Pol Pot regime falls
The other night I found myself standing at a reception in midtown Manhattan, spiking little meatballs on toothpicks, gobbling up egg rolls and constantly lifting glasses to all sorts of men and women who were sifting around toasting a black African here, a white African there, an earnest Czech filmmaker, a very tall Viennese man, a tiny Spanish lady, a young American spinster, a substantial Pakistani matron, people of both sexes, every shape and age and nationality, and every sort of political belief. Democrats, conservatives, socialists, liberals, communists, the representative of military dictatorships, Western parliaments, whites, blacks, yellows, aligned and unaligned. But all of them aligned, that evening, by politeness and a general air of goodwill to men and gallantry to women.
Now in our fractious and brutally divided world, what sort of party was this? Well, it was, you've probably guessed, a party at the United Nations. It’s been a long time, 30 years or more, since I attended these amiable soirées. In fact I've not been a regular since San Francisco, where the United Nations was born and where, for nine weeks or so, we basked every evening in delightful christening parties.
The difference between then and now is, I'm afraid, very sad to observe.

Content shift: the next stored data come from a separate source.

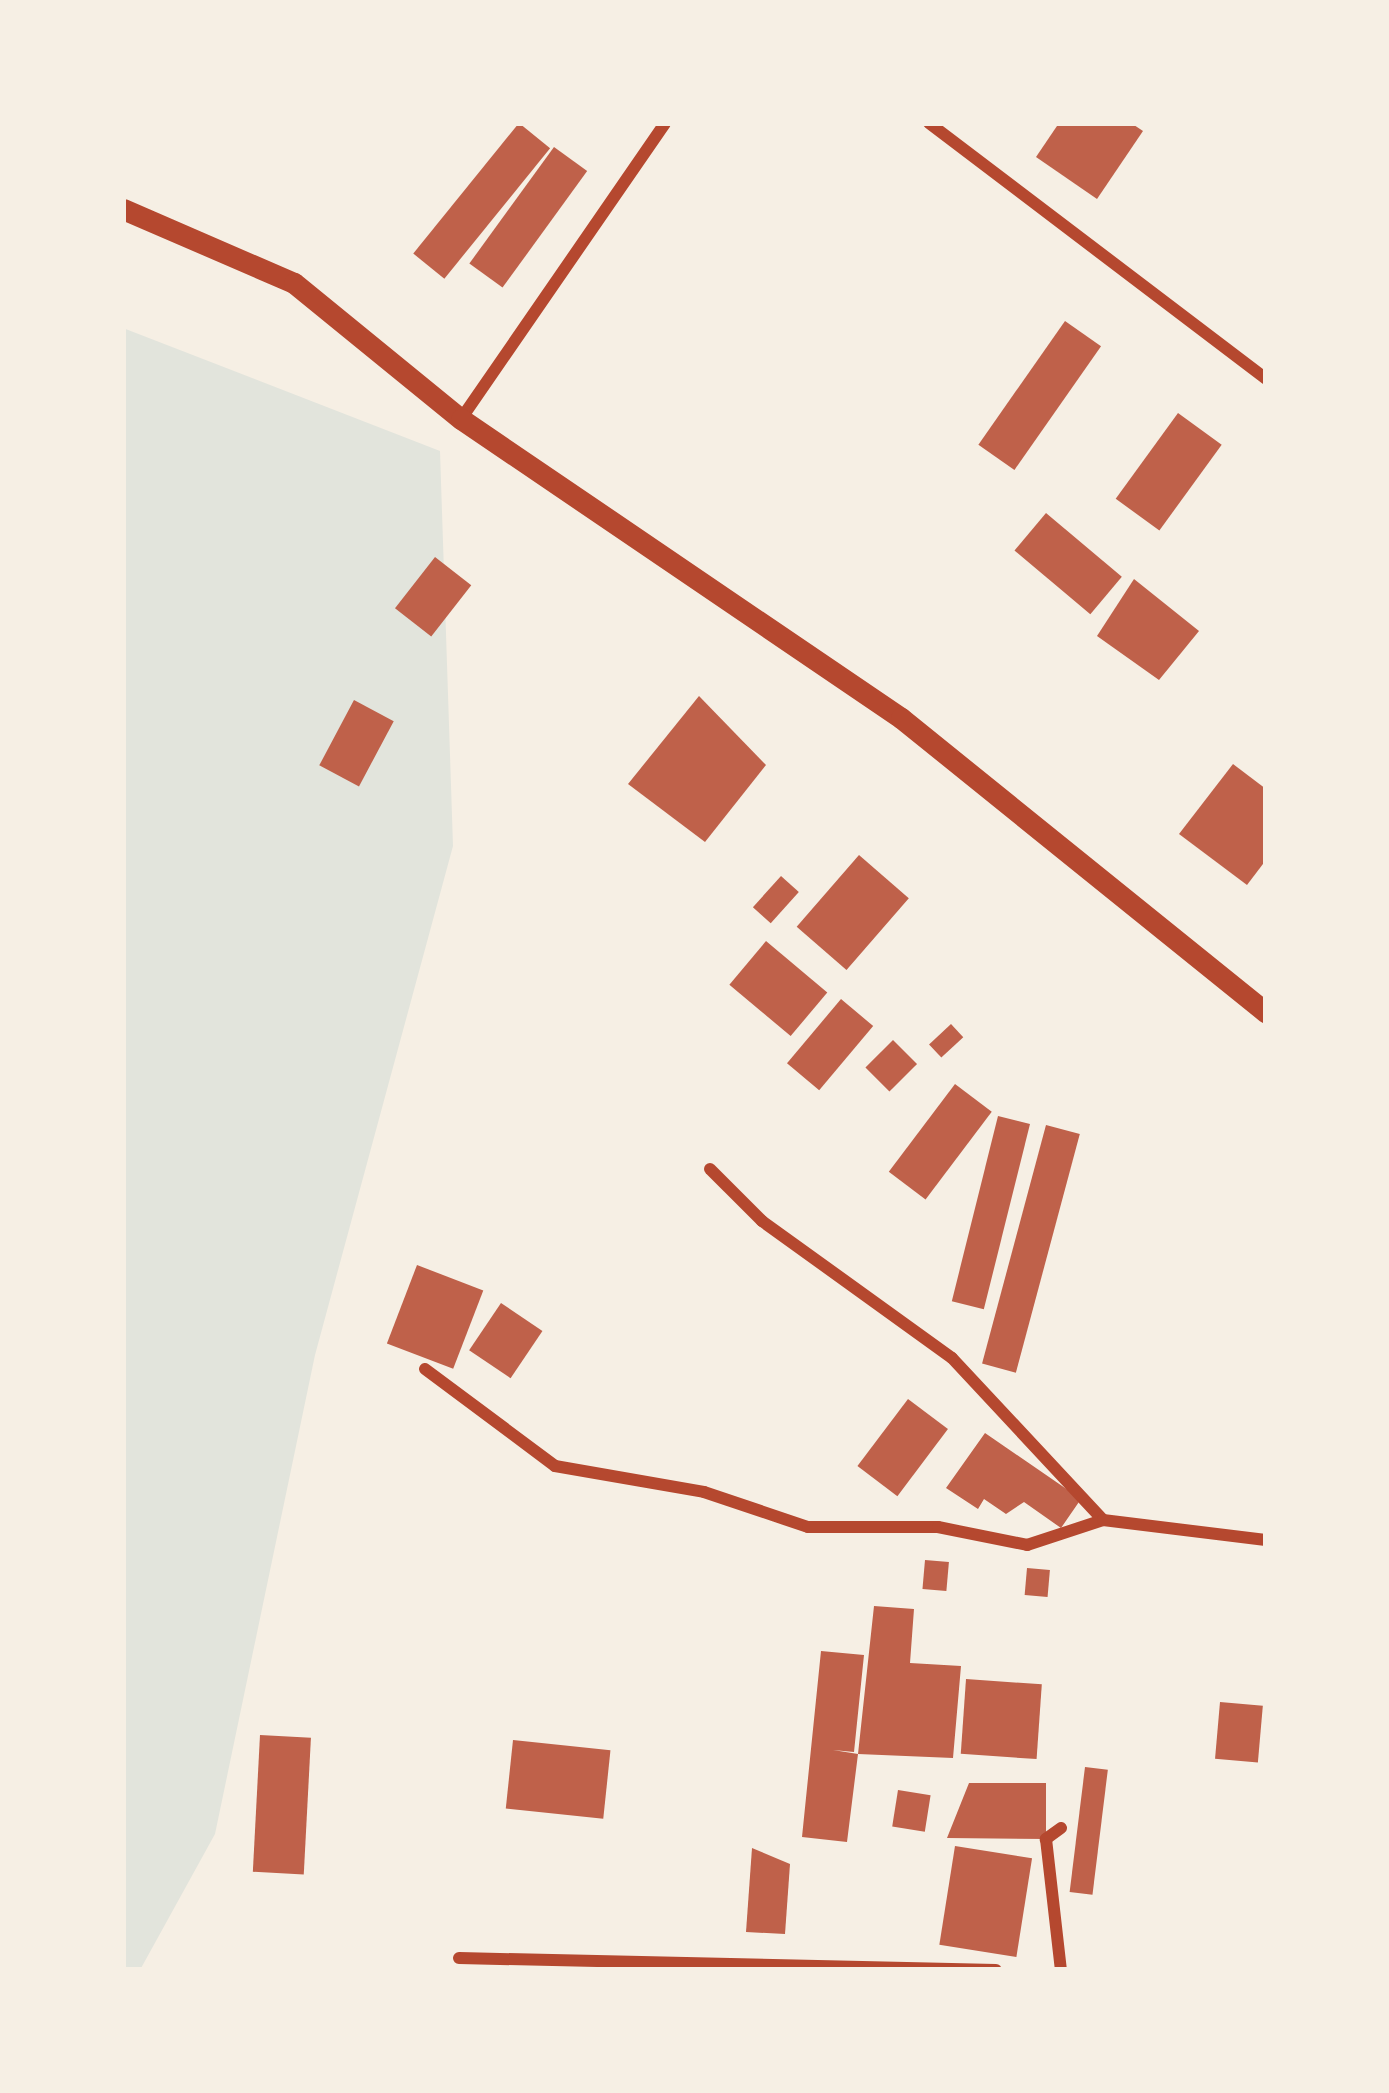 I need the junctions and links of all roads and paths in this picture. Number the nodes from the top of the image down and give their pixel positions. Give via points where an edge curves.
1 (665, 123) edge
2 (929, 123) edge
3 (123, 209) edge
4 (1266, 379) edge
5 (460, 419) junction
6 (1266, 1012) edge
7 (710, 1168) dead end
8 (424, 1369) dead end
9 (1103, 1520) junction
10 (1266, 1540) edge
11 (1061, 1828) dead end
12 (460, 1958) dead end
13 (996, 1970) edge
14 (1061, 1970) edge

1 - 5 street
2 - 4 street
3 - 5 street via 294,283
5 - 6 street via 902,718
7 - 9 street via 762,1222 952,1358
8 - 9 street via 555,1466 704,1492 808,1527 938,1526 1027,1545
9 - 10 street
11 - 14 street via 1046,1839
12 - 13 street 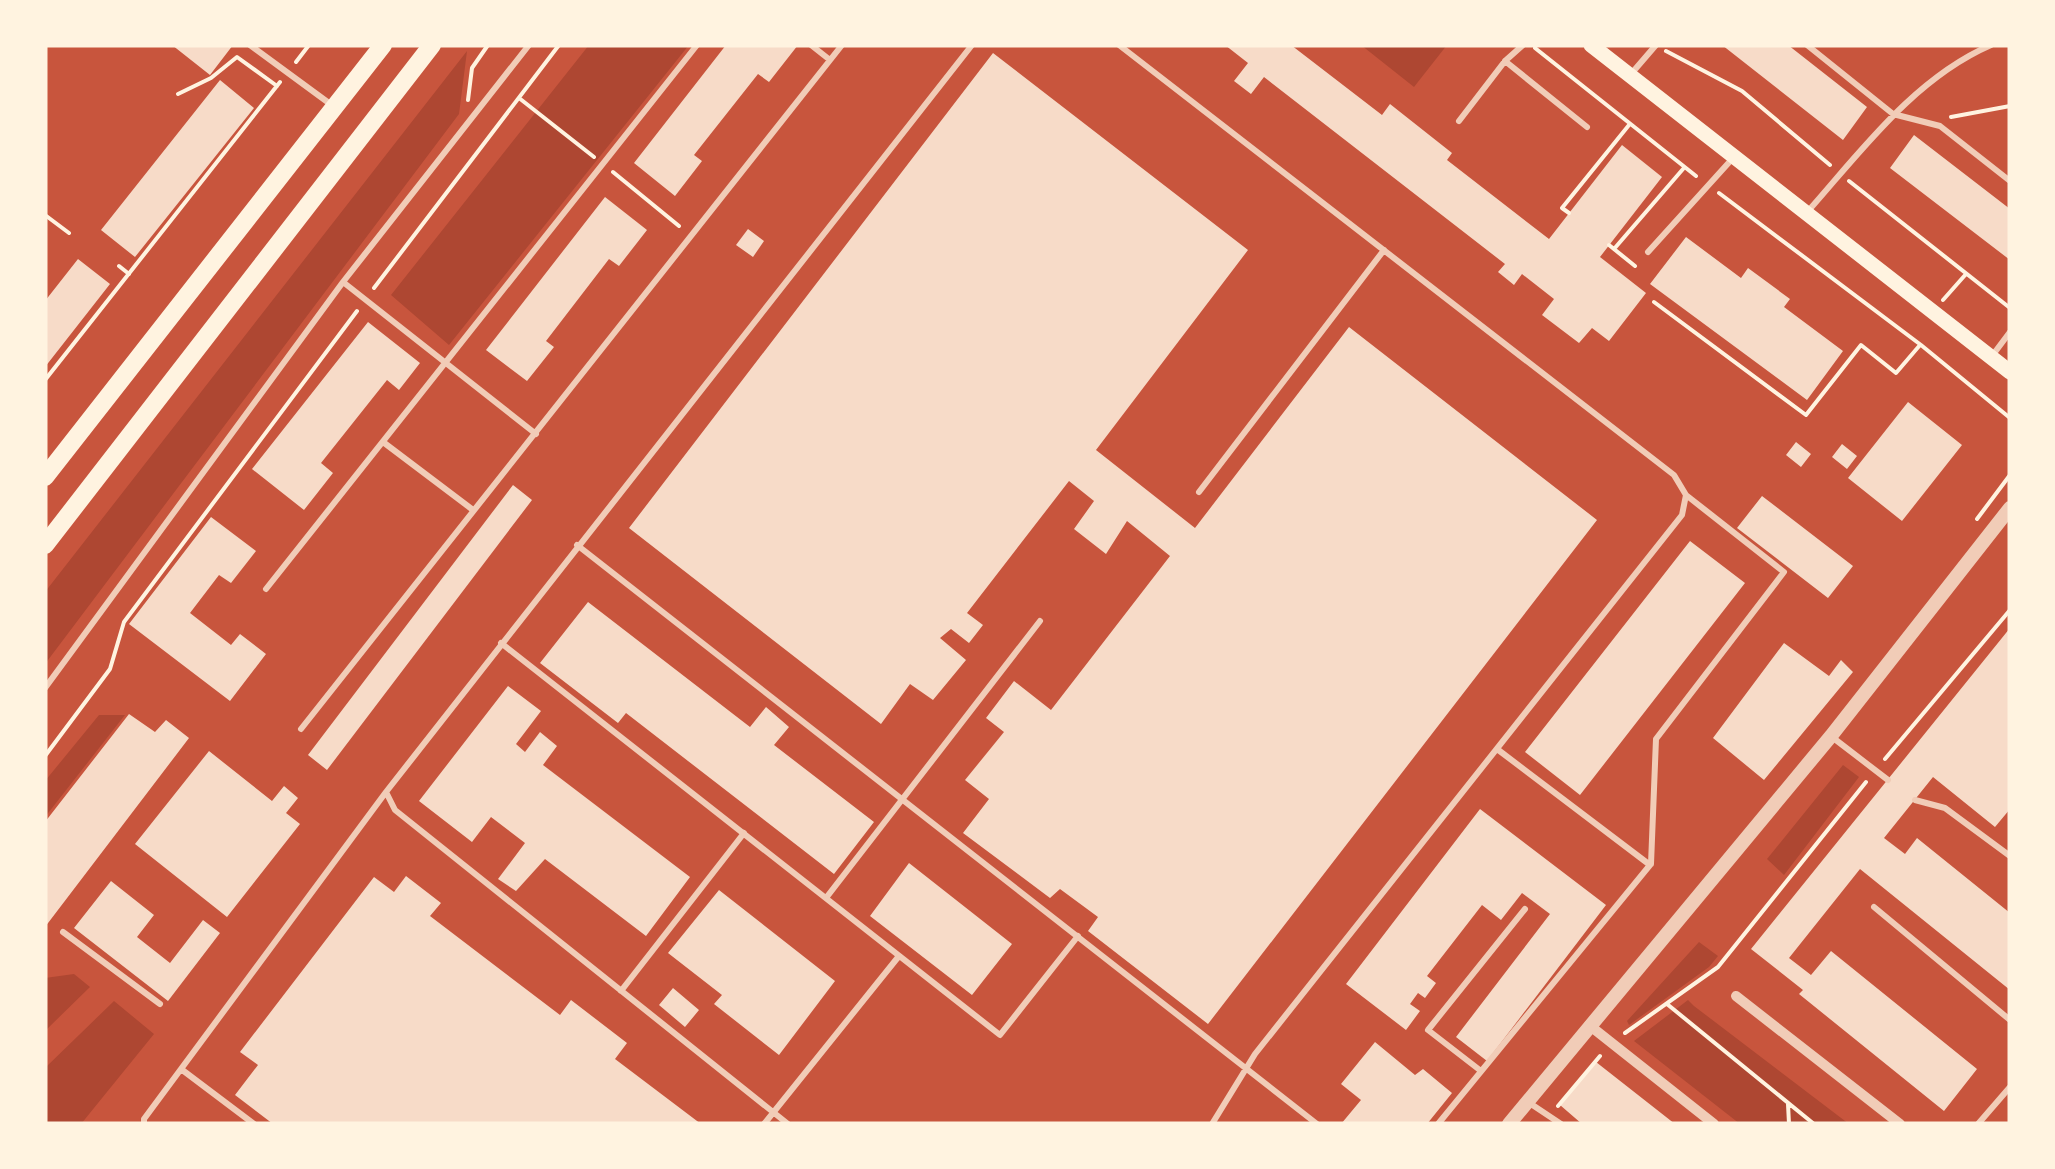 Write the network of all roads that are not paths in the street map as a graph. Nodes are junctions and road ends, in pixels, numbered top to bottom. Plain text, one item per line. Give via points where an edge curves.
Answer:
1 (250, 45) edge
2 (384, 45) edge
3 (432, 45) edge
4 (529, 45) edge
5 (698, 45) edge
6 (811, 45) edge
7 (842, 45) edge
8 (972, 45) edge
9 (1119, 45) edge
10 (1523, 45) edge
11 (1591, 45) edge
12 (1656, 45) edge
13 (1807, 45) edge
14 (1991, 45) edge
15 (830, 60) junction
16 (1505, 61) junction
17 (1630, 75) junction
18 (334, 107) junction
19 (1893, 114) junction
20 (1459, 120) dead end
21 (1587, 127) dead end
22 (1734, 157) junction
23 (2010, 181) edge
24 (1806, 213) junction
25 (1384, 250) junction
26 (1648, 252) dead end
27 (343, 282) junction
28 (2010, 332) edge
29 (1991, 358) junction
30 (446, 363) junction
31 (2010, 372) edge
32 (536, 434) junction
33 (383, 442) junction
34 (45, 477) edge
35 (1200, 492) dead end
36 (1686, 495) junction
37 (2010, 508) edge
38 (473, 510) junction
39 (577, 545) junction
40 (45, 546) edge
41 (266, 588) dead end
42 (1040, 622) dead end
43 (501, 643) junction
44 (45, 688) edge
45 (301, 729) dead end
46 (1831, 736) junction
47 (1497, 748) junction
48 (1888, 780) dead end
49 (386, 792) junction
50 (903, 800) junction
51 (1914, 800) dead end
52 (744, 834) junction
53 (2010, 856) edge
54 (1650, 865) junction
55 (826, 898) junction
56 (1874, 907) dead end
57 (1525, 909) dead end
58 (64, 932) dead end
59 (1078, 936) junction
60 (900, 956) junction
61 (621, 991) junction
62 (1736, 996) dead end
63 (160, 1004) dead end
64 (2010, 1020) edge
65 (1589, 1025) junction
66 (1246, 1068) junction
67 (181, 1069) junction
68 (1481, 1071) junction
69 (2010, 1087) edge
70 (1527, 1101) junction
71 (773, 1112) junction
72 (144, 1124) edge
73 (254, 1124) edge
74 (764, 1124) edge
75 (788, 1124) edge
76 (1212, 1124) edge
77 (1317, 1124) edge
78 (1438, 1124) edge
79 (1509, 1124) edge
80 (1560, 1124) edge
81 (1714, 1124) edge
82 (1900, 1124) edge
83 (1978, 1124) edge

1 - 18 lane
2 - 18 main road
3 - 40 main road
4 - 27 lane
5 - 30 lane
6 - 15 lane
7 - 15 lane
8 - 39 lane
9 - 25 lane
10 - 16 lane
11 - 17 main road
12 - 17 lane
13 - 19 lane
14 - 19 lane via 1966,56
15 - 32 lane
16 - 20 lane
16 - 21 lane
17 - 22 main road
18 - 34 main road
19 - 23 lane via 1940,126
19 - 24 lane
22 - 24 main road
22 - 26 lane
24 - 29 main road
25 - 35 lane
25 - 36 lane via 1674,475
27 - 30 lane
27 - 44 lane
28 - 29 lane
29 - 31 main road
30 - 32 lane
30 - 33 lane
32 - 38 lane
33 - 38 lane
33 - 41 lane
36 - 47 lane via 1682,515
36 - 54 lane via 1784,572 1656,739
37 - 46 street
38 - 45 lane
39 - 43 lane
39 - 50 lane
42 - 50 lane
43 - 49 lane
43 - 52 lane
46 - 48 lane
46 - 65 street
47 - 54 lane
47 - 66 lane
49 - 61 lane via 395,810
49 - 67 lane
50 - 55 lane
50 - 59 lane
51 - 53 lane via 1945,808
52 - 55 lane
52 - 61 lane
54 - 68 lane
55 - 60 lane
56 - 64 lane
57 - 68 lane via 1428,1030
58 - 63 lane
59 - 60 lane via 1000,1035
59 - 66 lane
60 - 71 lane
61 - 71 lane
62 - 82 street
65 - 70 street
65 - 81 street
66 - 76 lane
66 - 77 lane
67 - 72 lane
67 - 73 lane
68 - 78 lane
69 - 83 lane
70 - 79 street
70 - 80 lane
71 - 74 lane
71 - 75 lane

In 1945 all but the most hardened and cynical diplomats, veterans of such failed honeymoons as the Kellogg Peace Pact and the League of Nations, most of us could toast each other and wring a foreign hand in the genuine, though innocent, belief that the world had really turned over a new leaf, that 50 nations were really going to lie down together like the lion and the lamb.
Today, or the other night, the gaiety of the occasion was clouded by the feeling that all this affability and good fellowship was a performance put on for one evening only and that the next morning the real world would return, as it would every morning, with the rudeness of a gigantic hangover.
Now the occasion for this particular party was, and I think I mentioned it at the time, a brilliant piano concert by Alicia de Larrocha who, if she's not the greatest living pianist, is certainly the greatest living woman pianist. But even the music of Chopin and of that astounding monkish recluse, Antonio Soler, could not obliterate the irony, the hypocrisy if you like, of the occasion, for the party had met to celebrate the 30th anniversary of the United Nations' Declaration of Human Rights, which at least two-thirds of the nations present flout as a regular expression of their domestic policy.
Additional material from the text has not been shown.